### Directions
Below are some entries. Count the lines where "list" appears and state only that number.

### Recorded data

---

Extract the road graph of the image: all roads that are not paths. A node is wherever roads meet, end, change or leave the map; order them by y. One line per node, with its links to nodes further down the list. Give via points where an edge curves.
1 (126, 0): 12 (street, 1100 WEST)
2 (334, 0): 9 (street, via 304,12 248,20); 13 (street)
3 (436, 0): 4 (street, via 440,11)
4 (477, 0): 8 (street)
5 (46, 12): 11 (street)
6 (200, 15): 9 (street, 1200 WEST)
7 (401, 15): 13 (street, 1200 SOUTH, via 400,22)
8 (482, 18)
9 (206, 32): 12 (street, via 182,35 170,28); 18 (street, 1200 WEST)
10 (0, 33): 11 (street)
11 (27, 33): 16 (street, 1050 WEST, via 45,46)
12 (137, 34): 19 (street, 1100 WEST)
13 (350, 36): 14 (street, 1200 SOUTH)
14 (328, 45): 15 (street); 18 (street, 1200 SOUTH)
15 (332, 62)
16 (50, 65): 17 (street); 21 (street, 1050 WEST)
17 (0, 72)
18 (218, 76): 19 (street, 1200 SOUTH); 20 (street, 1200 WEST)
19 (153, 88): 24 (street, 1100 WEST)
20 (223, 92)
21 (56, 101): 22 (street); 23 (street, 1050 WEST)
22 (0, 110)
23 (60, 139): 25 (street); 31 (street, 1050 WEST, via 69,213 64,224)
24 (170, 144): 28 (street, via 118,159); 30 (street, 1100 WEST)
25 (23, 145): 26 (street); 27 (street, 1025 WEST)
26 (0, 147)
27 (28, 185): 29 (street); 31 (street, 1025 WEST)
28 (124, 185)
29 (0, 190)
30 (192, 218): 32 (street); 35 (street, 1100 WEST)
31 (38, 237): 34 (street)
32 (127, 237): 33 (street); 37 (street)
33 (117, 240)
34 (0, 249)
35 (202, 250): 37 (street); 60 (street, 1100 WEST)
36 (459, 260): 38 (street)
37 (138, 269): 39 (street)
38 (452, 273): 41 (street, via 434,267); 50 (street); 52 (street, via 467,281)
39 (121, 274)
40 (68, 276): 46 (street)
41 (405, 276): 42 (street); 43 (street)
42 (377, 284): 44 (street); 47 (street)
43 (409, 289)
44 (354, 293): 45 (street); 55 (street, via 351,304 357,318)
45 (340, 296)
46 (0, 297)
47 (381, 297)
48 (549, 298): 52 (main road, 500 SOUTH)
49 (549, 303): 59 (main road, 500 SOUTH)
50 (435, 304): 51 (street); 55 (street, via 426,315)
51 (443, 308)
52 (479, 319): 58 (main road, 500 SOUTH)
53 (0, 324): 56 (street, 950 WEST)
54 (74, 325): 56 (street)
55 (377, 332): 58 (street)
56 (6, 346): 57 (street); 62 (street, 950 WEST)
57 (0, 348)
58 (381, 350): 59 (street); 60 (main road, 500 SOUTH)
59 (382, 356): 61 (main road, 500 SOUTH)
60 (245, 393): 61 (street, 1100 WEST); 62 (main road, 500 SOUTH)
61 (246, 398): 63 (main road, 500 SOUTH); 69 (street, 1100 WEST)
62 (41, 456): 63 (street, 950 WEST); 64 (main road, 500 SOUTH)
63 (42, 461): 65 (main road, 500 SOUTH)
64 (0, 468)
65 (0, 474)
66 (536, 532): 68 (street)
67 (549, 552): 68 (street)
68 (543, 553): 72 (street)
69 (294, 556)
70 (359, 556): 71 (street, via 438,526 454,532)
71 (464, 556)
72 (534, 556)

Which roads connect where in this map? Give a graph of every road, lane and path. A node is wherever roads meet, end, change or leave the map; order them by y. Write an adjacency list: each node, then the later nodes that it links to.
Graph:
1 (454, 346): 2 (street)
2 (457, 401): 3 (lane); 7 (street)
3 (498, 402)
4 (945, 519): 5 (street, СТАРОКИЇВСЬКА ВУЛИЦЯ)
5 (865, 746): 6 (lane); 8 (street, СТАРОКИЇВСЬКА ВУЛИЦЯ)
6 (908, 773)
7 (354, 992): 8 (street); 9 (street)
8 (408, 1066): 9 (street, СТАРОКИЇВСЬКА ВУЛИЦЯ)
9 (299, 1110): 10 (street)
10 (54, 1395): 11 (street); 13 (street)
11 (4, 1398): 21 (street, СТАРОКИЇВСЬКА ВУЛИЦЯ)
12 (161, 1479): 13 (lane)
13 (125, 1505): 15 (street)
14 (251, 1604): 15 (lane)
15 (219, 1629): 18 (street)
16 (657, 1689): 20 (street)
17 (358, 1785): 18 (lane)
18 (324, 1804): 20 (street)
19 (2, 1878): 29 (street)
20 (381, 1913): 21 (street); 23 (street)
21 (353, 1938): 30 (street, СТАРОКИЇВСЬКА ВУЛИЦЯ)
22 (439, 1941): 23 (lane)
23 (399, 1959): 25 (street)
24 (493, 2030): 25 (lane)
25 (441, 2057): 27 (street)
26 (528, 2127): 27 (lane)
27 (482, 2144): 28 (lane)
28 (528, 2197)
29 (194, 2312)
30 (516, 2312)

---

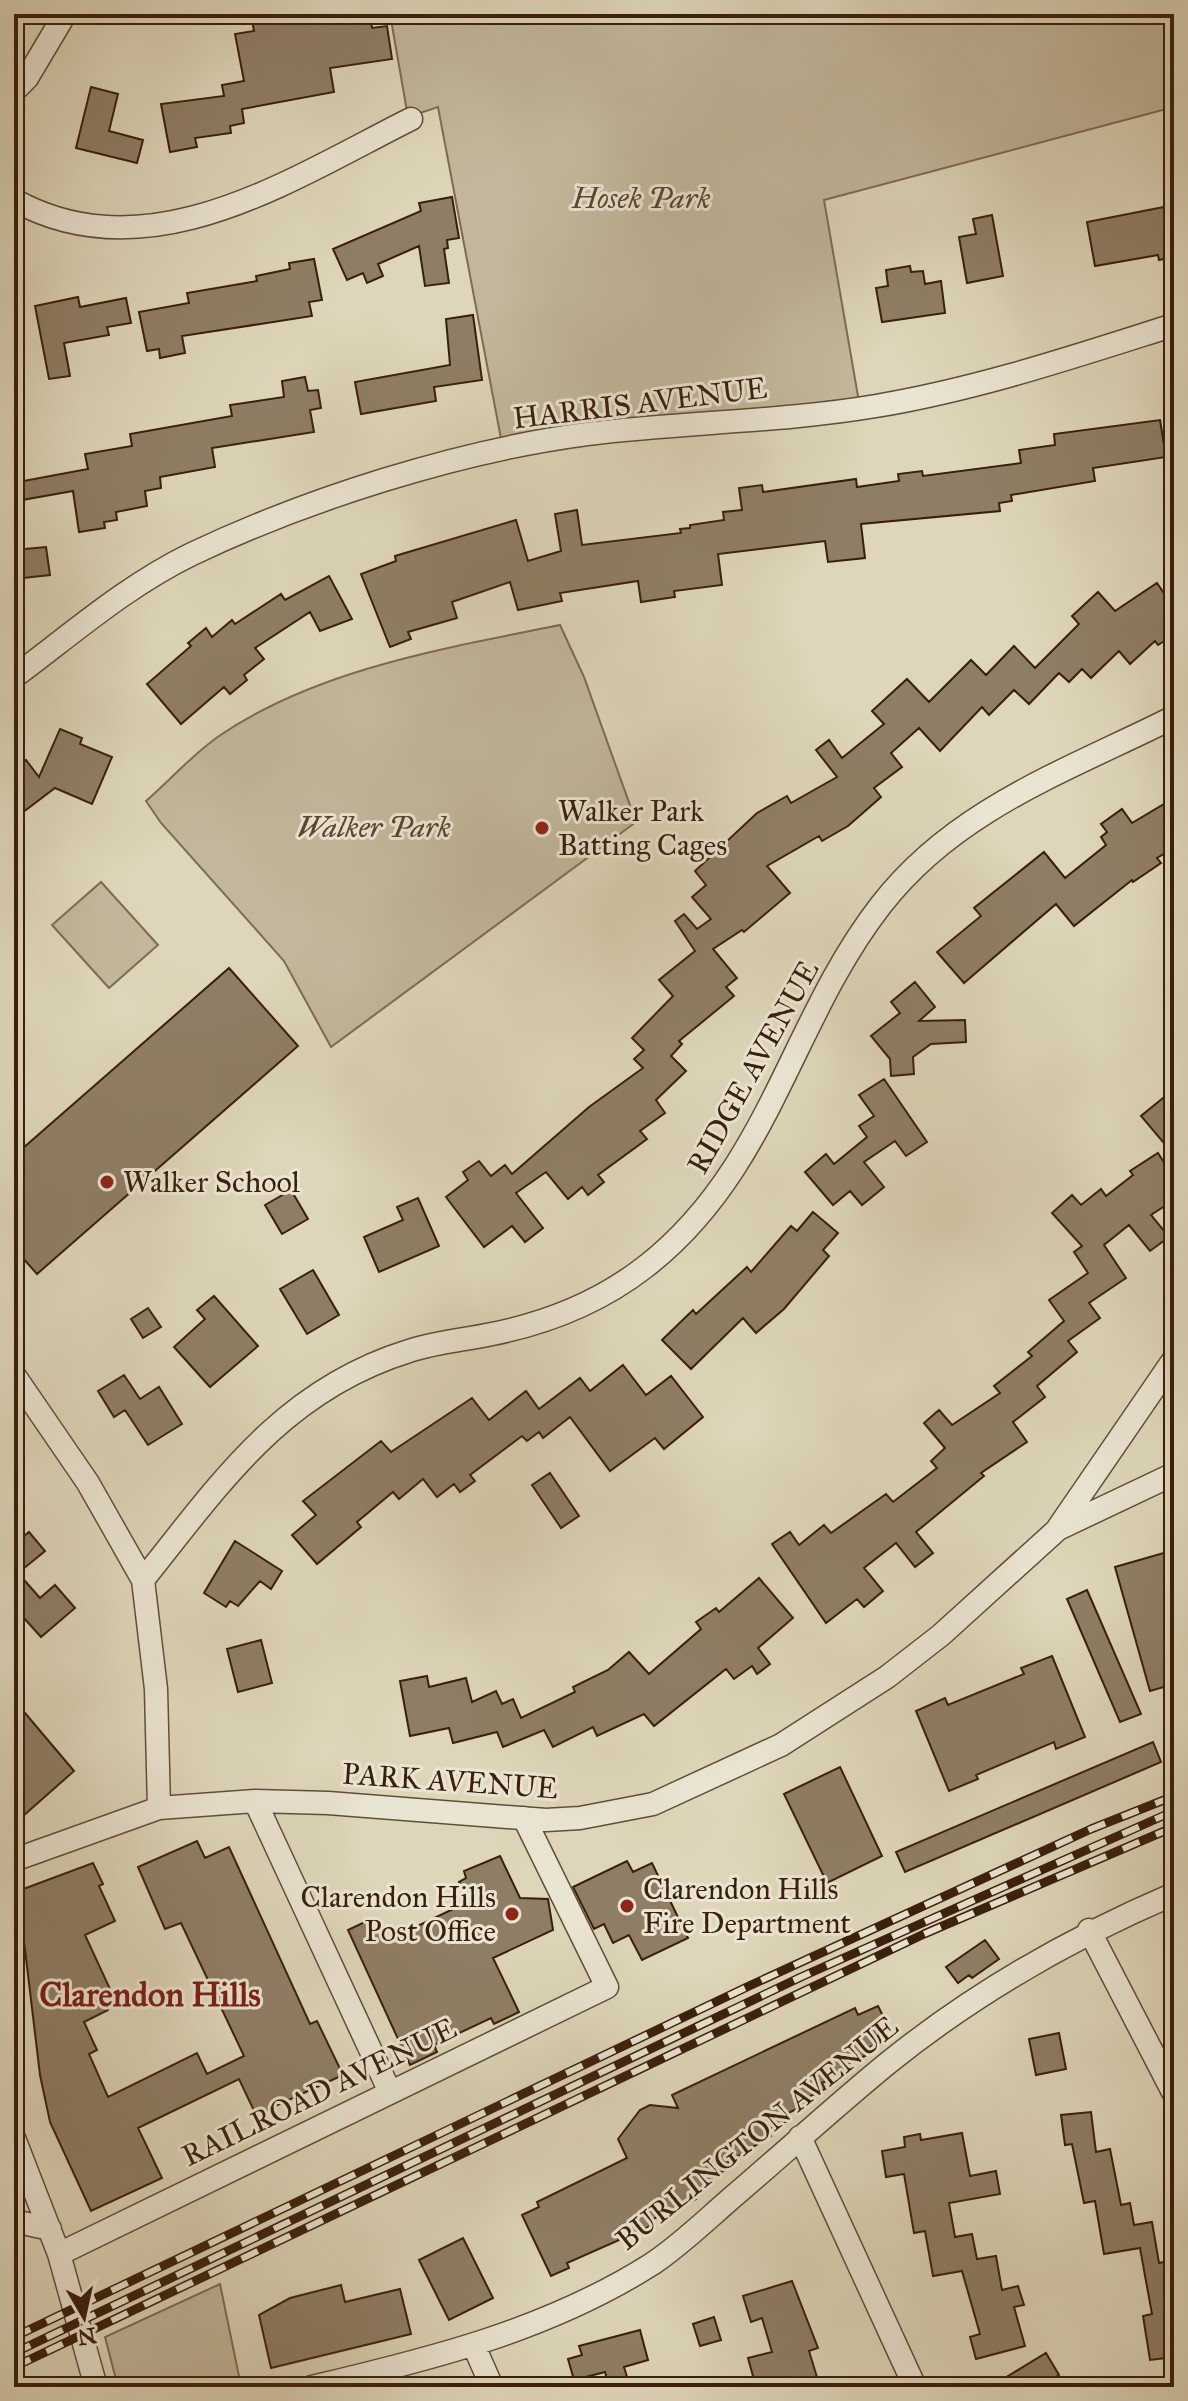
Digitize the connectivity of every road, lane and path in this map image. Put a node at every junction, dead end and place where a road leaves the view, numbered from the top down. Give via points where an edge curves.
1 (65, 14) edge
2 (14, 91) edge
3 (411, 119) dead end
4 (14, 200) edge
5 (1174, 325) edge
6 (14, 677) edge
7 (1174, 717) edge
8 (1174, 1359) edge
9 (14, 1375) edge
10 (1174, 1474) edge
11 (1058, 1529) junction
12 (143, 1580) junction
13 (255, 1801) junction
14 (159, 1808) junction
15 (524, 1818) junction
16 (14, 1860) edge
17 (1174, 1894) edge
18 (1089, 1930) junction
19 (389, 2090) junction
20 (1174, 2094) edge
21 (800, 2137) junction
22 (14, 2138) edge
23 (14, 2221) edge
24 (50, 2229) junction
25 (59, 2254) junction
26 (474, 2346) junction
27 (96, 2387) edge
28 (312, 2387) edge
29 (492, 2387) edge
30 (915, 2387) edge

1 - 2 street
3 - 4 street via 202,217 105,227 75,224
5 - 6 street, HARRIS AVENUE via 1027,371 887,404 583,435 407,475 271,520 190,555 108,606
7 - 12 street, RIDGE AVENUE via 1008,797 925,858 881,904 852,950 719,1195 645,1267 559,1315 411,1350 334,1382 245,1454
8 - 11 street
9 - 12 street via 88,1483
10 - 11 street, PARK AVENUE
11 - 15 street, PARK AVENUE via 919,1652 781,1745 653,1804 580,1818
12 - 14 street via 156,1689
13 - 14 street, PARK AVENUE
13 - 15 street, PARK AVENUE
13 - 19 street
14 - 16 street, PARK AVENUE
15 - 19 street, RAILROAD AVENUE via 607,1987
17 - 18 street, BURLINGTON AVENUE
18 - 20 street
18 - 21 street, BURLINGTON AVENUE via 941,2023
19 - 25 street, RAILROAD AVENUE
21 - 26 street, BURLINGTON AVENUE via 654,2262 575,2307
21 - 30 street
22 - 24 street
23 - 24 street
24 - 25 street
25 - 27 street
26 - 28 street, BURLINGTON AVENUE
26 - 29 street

---

### Response to the exercise
2